ASSIGNMENT: Collect each line of the records containing the string "Valley".

Data extracted from a collection
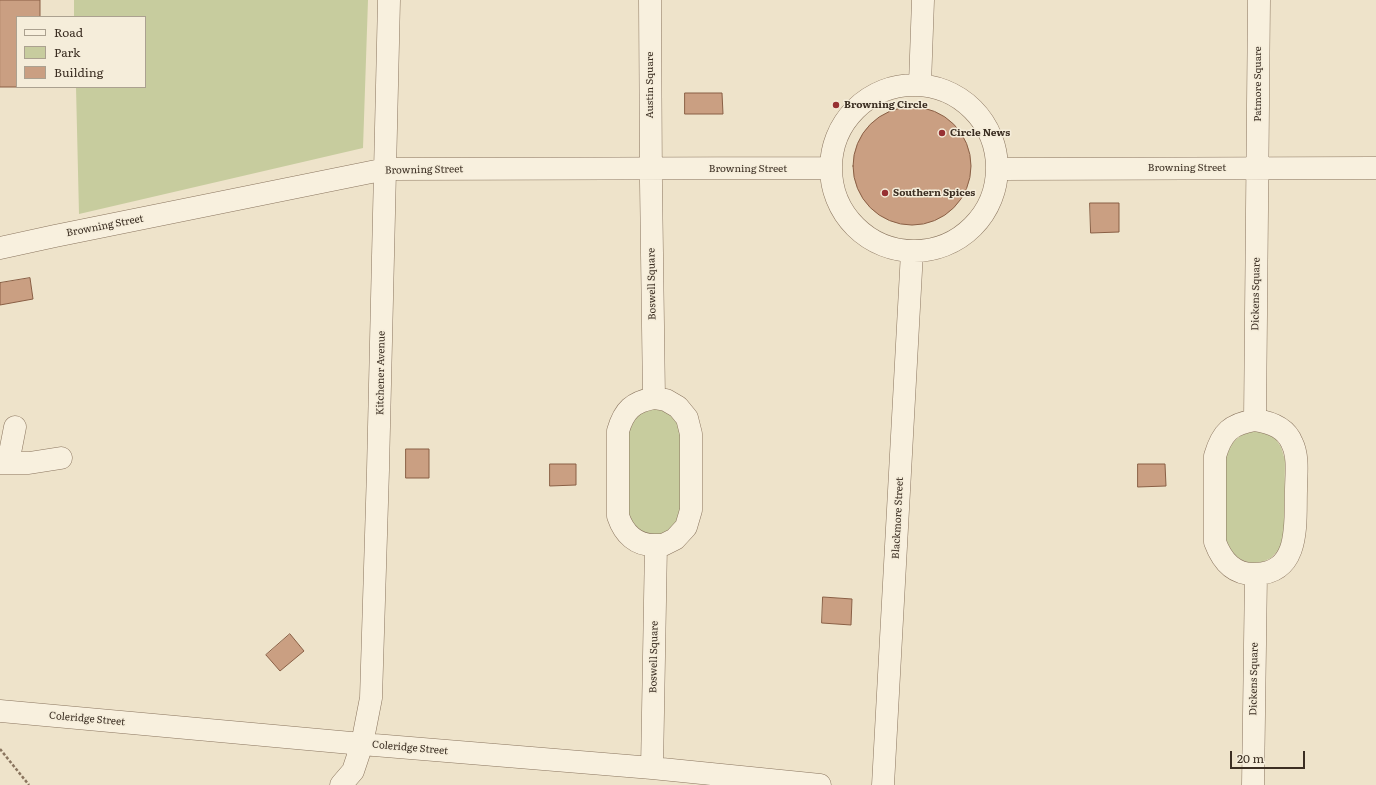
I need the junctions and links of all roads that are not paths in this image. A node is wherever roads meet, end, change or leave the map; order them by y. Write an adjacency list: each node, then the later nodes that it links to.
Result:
1 (389, 0): 9 (street, Kitchener Avenue)
2 (650, 0): 10 (street, Austin Square)
3 (923, 0): 5 (street)
4 (1259, 0): 7 (street, Patmore Square)
5 (920, 84): 6 (street); 11 (street)
6 (831, 168): 10 (street, Browning Street); 13 (street)
7 (1258, 168): 8 (street, Browning Street); 11 (street, Browning Street); 15 (street, Dickens Square)
8 (1376, 168)
9 (386, 169): 10 (street, Browning Street); 12 (street, Browning Street); 22 (street, Kitchener Avenue)
10 (651, 169): 14 (street, Boswell Square)
11 (998, 169): 13 (street)
12 (0, 248)
13 (912, 252): 26 (street, Blackmore Street)
14 (654, 398): 19 (street); 19 (street)
15 (1255, 420): 20 (street); 20 (street)
16 (15, 427): 18 (street)
17 (61, 458): 18 (street)
18 (4, 463)
19 (656, 545): 23 (street, Boswell Square)
20 (1256, 574): 27 (street, Dickens Square)
21 (0, 711): 22 (street, Coleridge Street)
22 (362, 744): 23 (street, Coleridge Street); 24 (street, Kitchener Avenue)
23 (652, 768): 25 (street, Coleridge Street)
24 (341, 785)
25 (820, 785)
26 (883, 785)
27 (1253, 785)

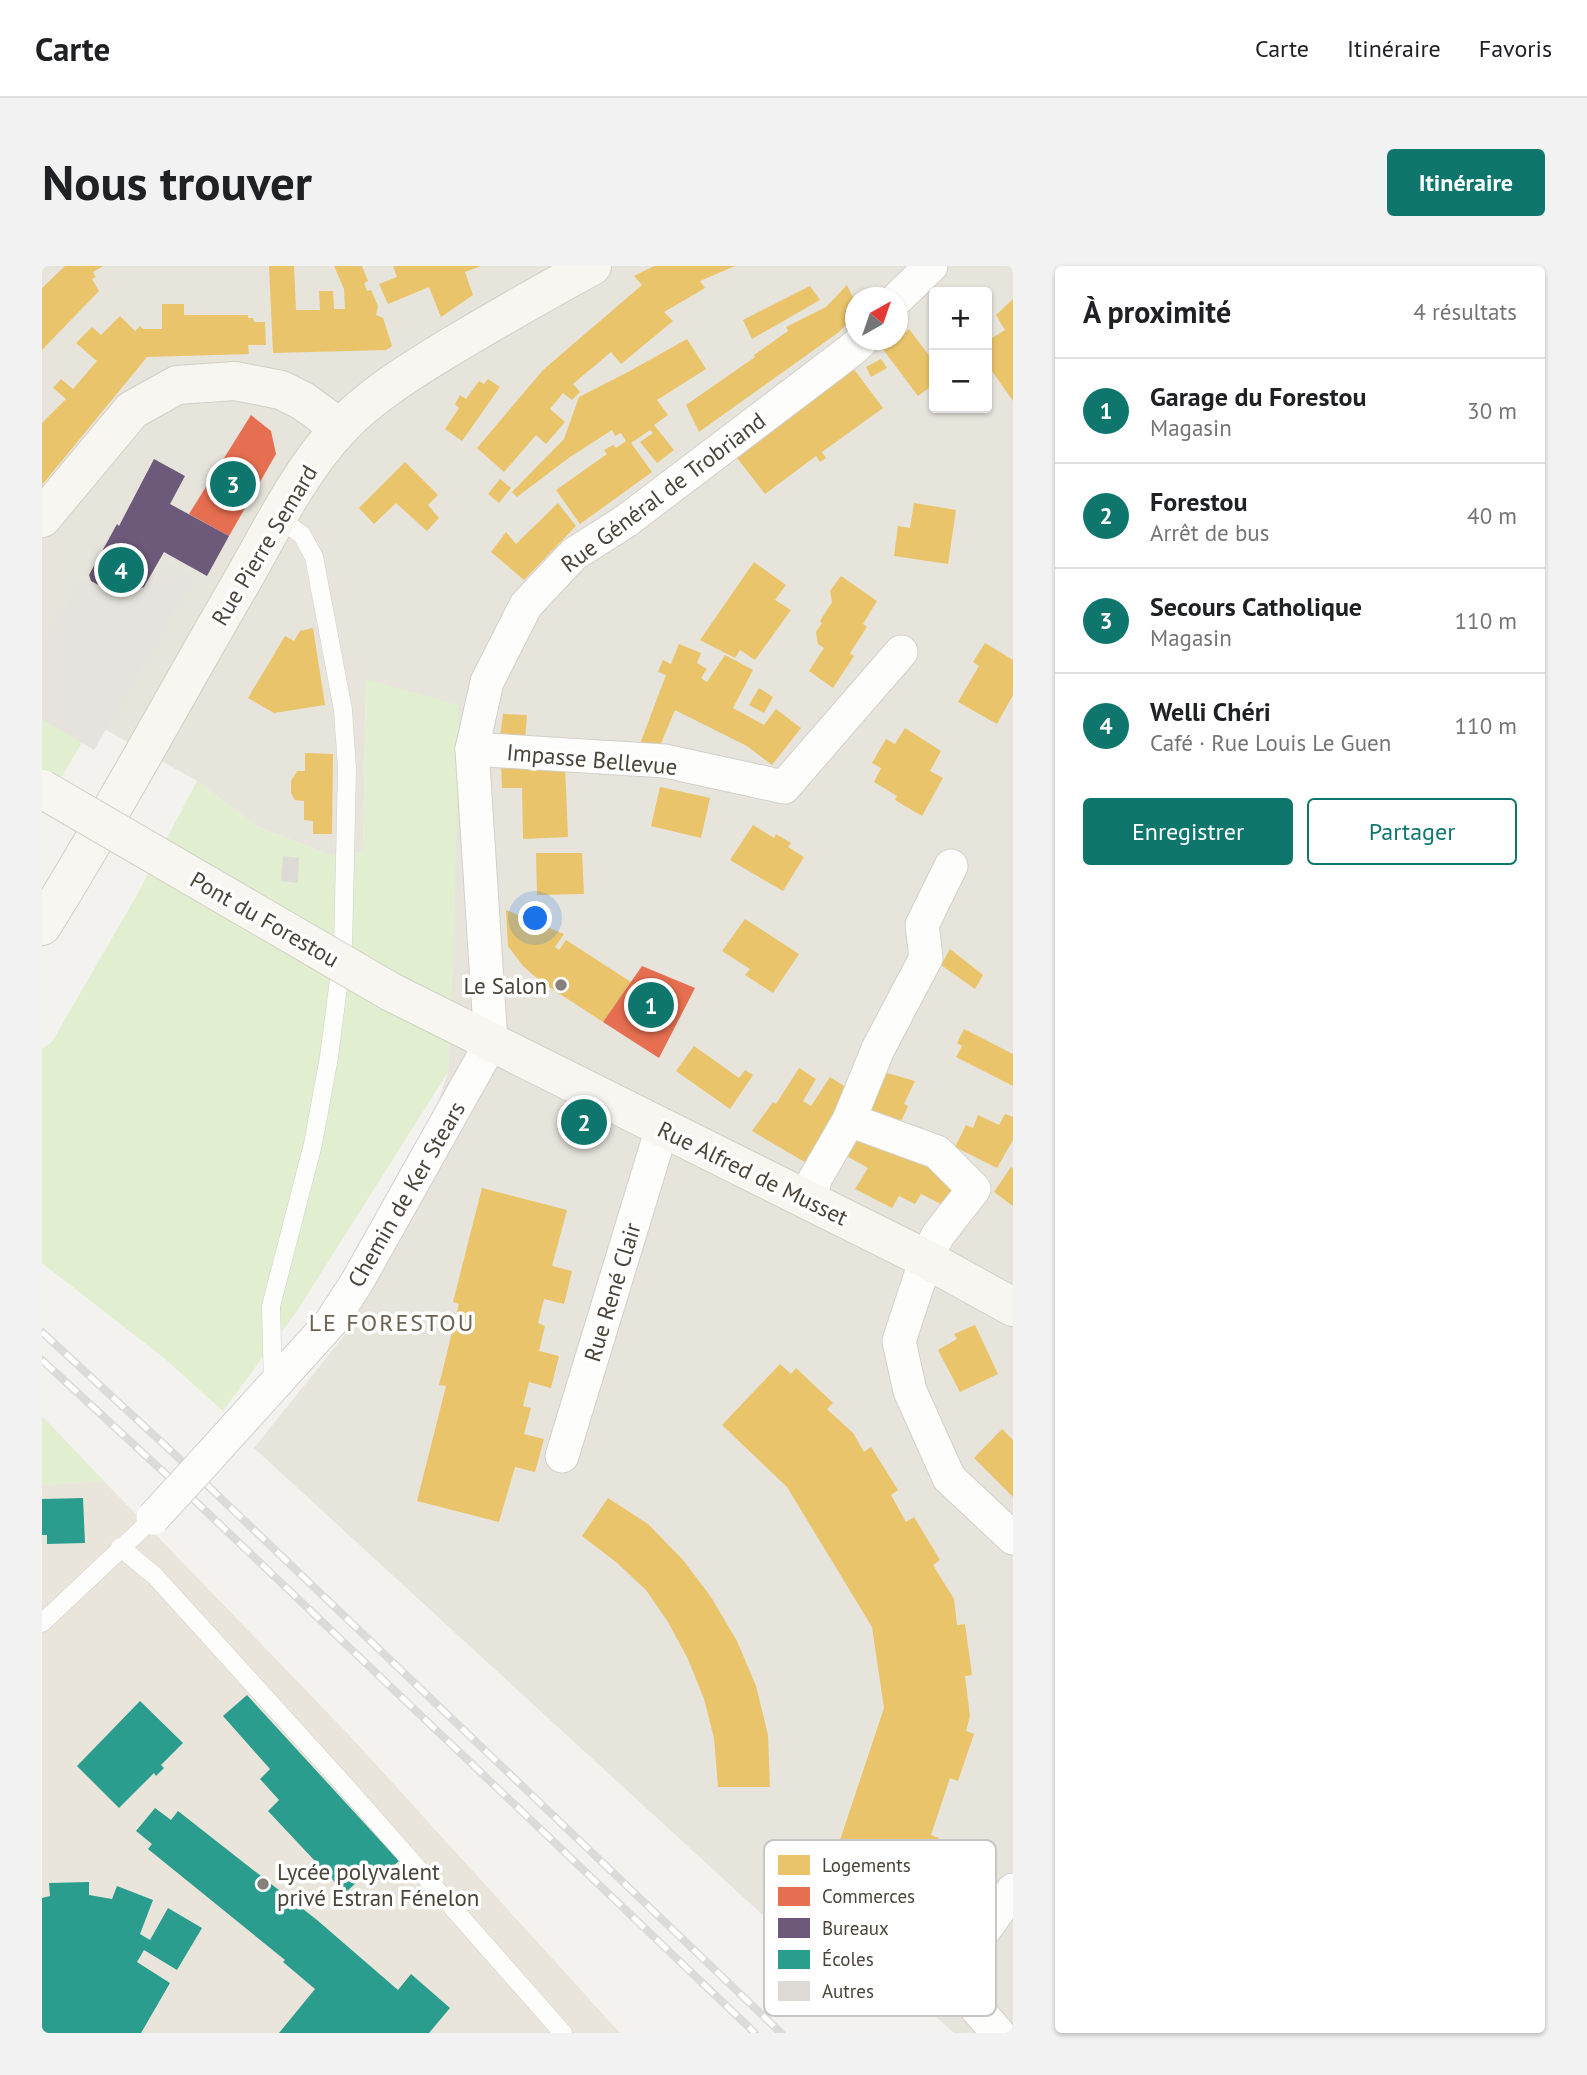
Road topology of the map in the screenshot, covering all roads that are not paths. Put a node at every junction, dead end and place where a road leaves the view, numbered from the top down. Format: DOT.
graph roads {
  1 [pos="592,266"];
  2 [pos="931,266"];
  3 [pos="908,288"];
  4 [pos="851,350"];
  5 [pos="340,428"];
  6 [pos="42,518"];
  7 [pos="279,518"];
  8 [pos="901,652"];
  9 [pos="472,749"];
  10 [pos="42,789"];
  11 [pos="951,866"];
  12 [pos="42,926"];
  13 [pos="491,1043"];
  14 [pos="849,1120"];
  15 [pos="662,1128"];
  16 [pos="810,1202"];
  17 [pos="926,1259"];
  18 [pos="1013,1307"];
  19 [pos="273,1387"];
  20 [pos="562,1455"];
  21 [pos="149,1522"];
  22 [pos="1013,1538"];
  23 [pos="120,1548"];
  24 [pos="42,1623"];
  25 [pos="1013,1890"];
  26 [pos="996,1914"];
  27 [pos="983,2016"];
  28 [pos="563,2033"];
  29 [pos="998,2033"];
  1 -- 5 [label="street, Rue Pierre Semard"];
  2 -- 3 [label="street"];
  4 -- 9 [label="street, Rue Général de Trobriand"];
  5 -- 6 [label="street"];
  5 -- 7 [label="street, Rue Pierre Semard"];
  7 -- 12 [label="street, Rue Pierre Semard"];
  7 -- 19 [label="lane"];
  8 -- 9 [label="street, Impasse Bellevue"];
  9 -- 13 [label="street, Rue Général de Trobriand"];
  10 -- 13 [label="street, Pont du Forestou, bridge"];
  11 -- 14 [label="street"];
  13 -- 15 [label="street, Rue Alfred de Musset"];
  13 -- 19 [label="street, Chemin de Ker Stears"];
  14 -- 16 [label="street"];
  14 -- 17 [label="street"];
  15 -- 16 [label="street, Rue Alfred de Musset"];
  15 -- 20 [label="street, Rue René Clair"];
  16 -- 17 [label="street, Rue Alfred de Musset"];
  17 -- 18 [label="street, Rue Alfred de Musset"];
  17 -- 22 [label="street"];
  19 -- 21 [label="street, Chemin de Ker Stears, bridge"];
  21 -- 23 [label="lane"];
  23 -- 24 [label="lane"];
  23 -- 28 [label="lane"];
  25 -- 26 [label="street"];
  27 -- 29 [label="street"];
}
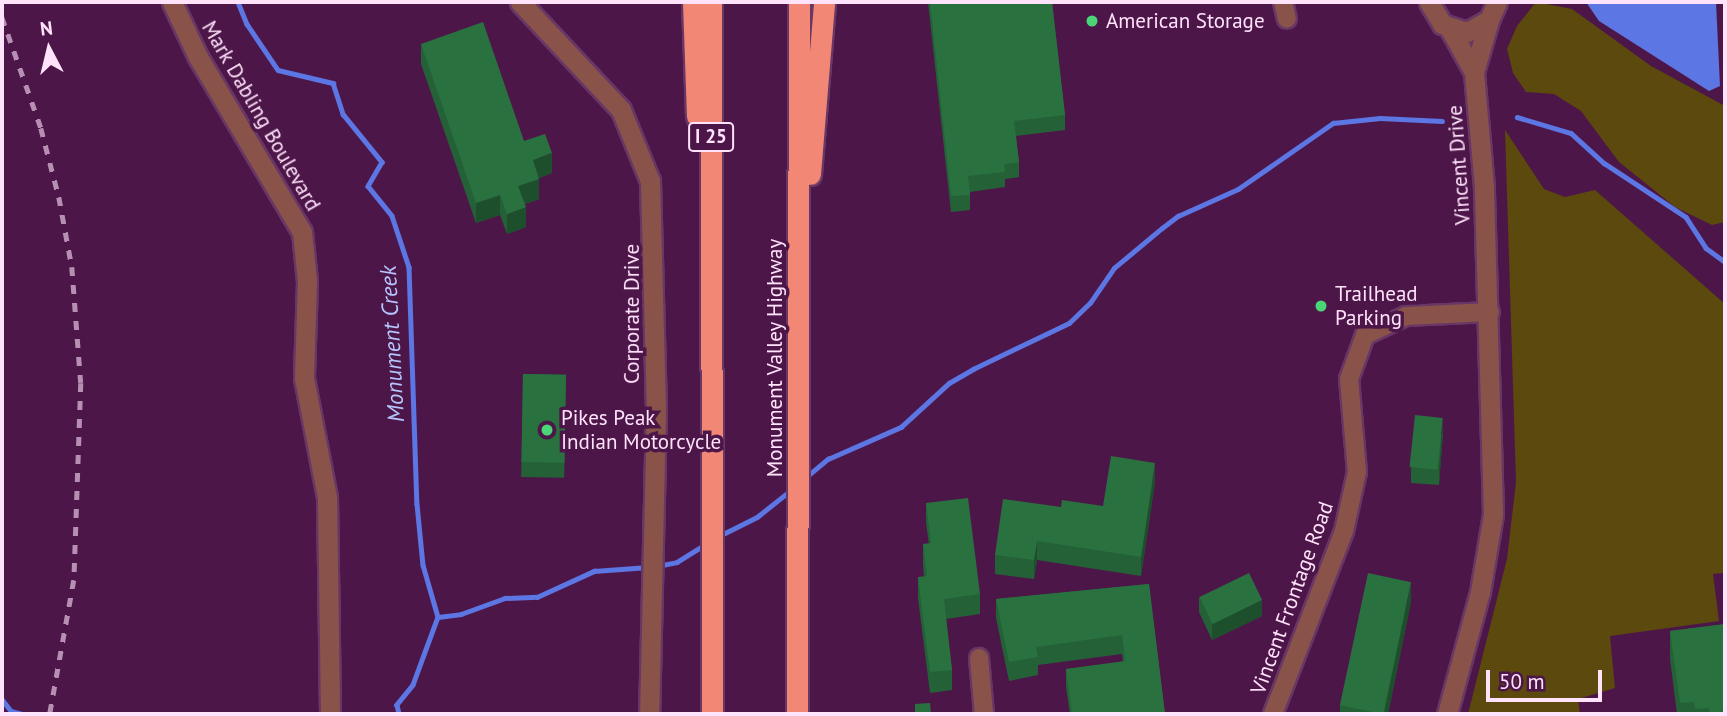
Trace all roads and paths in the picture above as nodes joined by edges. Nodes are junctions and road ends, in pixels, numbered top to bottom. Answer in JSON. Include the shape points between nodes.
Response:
{"nodes":[{"id":1,"x":172,"y":2,"type":"edge"},
{"id":2,"x":520,"y":2,"type":"edge"},
{"id":3,"x":693,"y":2,"type":"edge"},
{"id":4,"x":711,"y":2,"type":"edge"},
{"id":5,"x":799,"y":2,"type":"edge"},
{"id":6,"x":824,"y":2,"type":"edge"},
{"id":7,"x":1429,"y":2,"type":"edge"},
{"id":8,"x":1493,"y":11,"type":"edge"},
{"id":9,"x":1450,"y":29,"type":"junction"},
{"id":10,"x":1474,"y":72,"type":"junction"},
{"id":11,"x":799,"y":256,"type":"junction"},
{"id":12,"x":711,"y":272,"type":"junction"},
{"id":13,"x":1490,"y":312,"type":"junction"},
{"id":14,"x":979,"y":658,"type":"dead end"},
{"id":15,"x":330,"y":714,"type":"edge"},
{"id":16,"x":649,"y":714,"type":"edge"},
{"id":17,"x":712,"y":714,"type":"edge"},
{"id":18,"x":797,"y":714,"type":"edge"},
{"id":19,"x":984,"y":714,"type":"edge"},
{"id":20,"x":1273,"y":714,"type":"edge"},
{"id":21,"x":1447,"y":714,"type":"edge"}],
"edges":[{"from":1,"to":15,"type":"street","name":"Mark Dabling Boulevard","via":[[198,57],[295,213],[302,232],[307,281],[304,378],[327,497]]},
{"from":2,"to":16,"type":"street","name":"Corporate Drive","via":[[621,110],[650,181],[656,399]]},
{"from":3,"to":12,"type":"highway"},
{"from":4,"to":12,"type":"highway","number":"I 25"},
{"from":5,"to":11,"type":"highway","name":"Monument Valley Highway"},
{"from":6,"to":11,"type":"highway","via":[[816,129]]},
{"from":7,"to":9,"type":"street","name":"Vincent Drive","via":[[1436,18]]},
{"from":8,"to":9,"type":"street","via":[[1475,30]]},
{"from":8,"to":10,"type":"street","name":"Vincent Drive"},
{"from":9,"to":10,"type":"street","name":"Vincent Drive"},
{"from":10,"to":13,"type":"street","name":"Vincent Drive"},
{"from":11,"to":18,"type":"highway","name":"Monument Valley Highway"},
{"from":12,"to":17,"type":"highway","number":"I 25"},
{"from":13,"to":20,"type":"street","name":"Vincent Frontage Road","via":[[1406,316],[1365,335],[1349,379],[1357,472],[1344,531]]},
{"from":13,"to":21,"type":"street","name":"Vincent Drive","via":[[1493,514],[1480,592]]},
{"from":14,"to":19,"type":"street"}]}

RESULT:
{"from":5,"to":11,"type":"highway","name":"Monument Valley Highway"},
{"from":11,"to":18,"type":"highway","name":"Monument Valley Highway"},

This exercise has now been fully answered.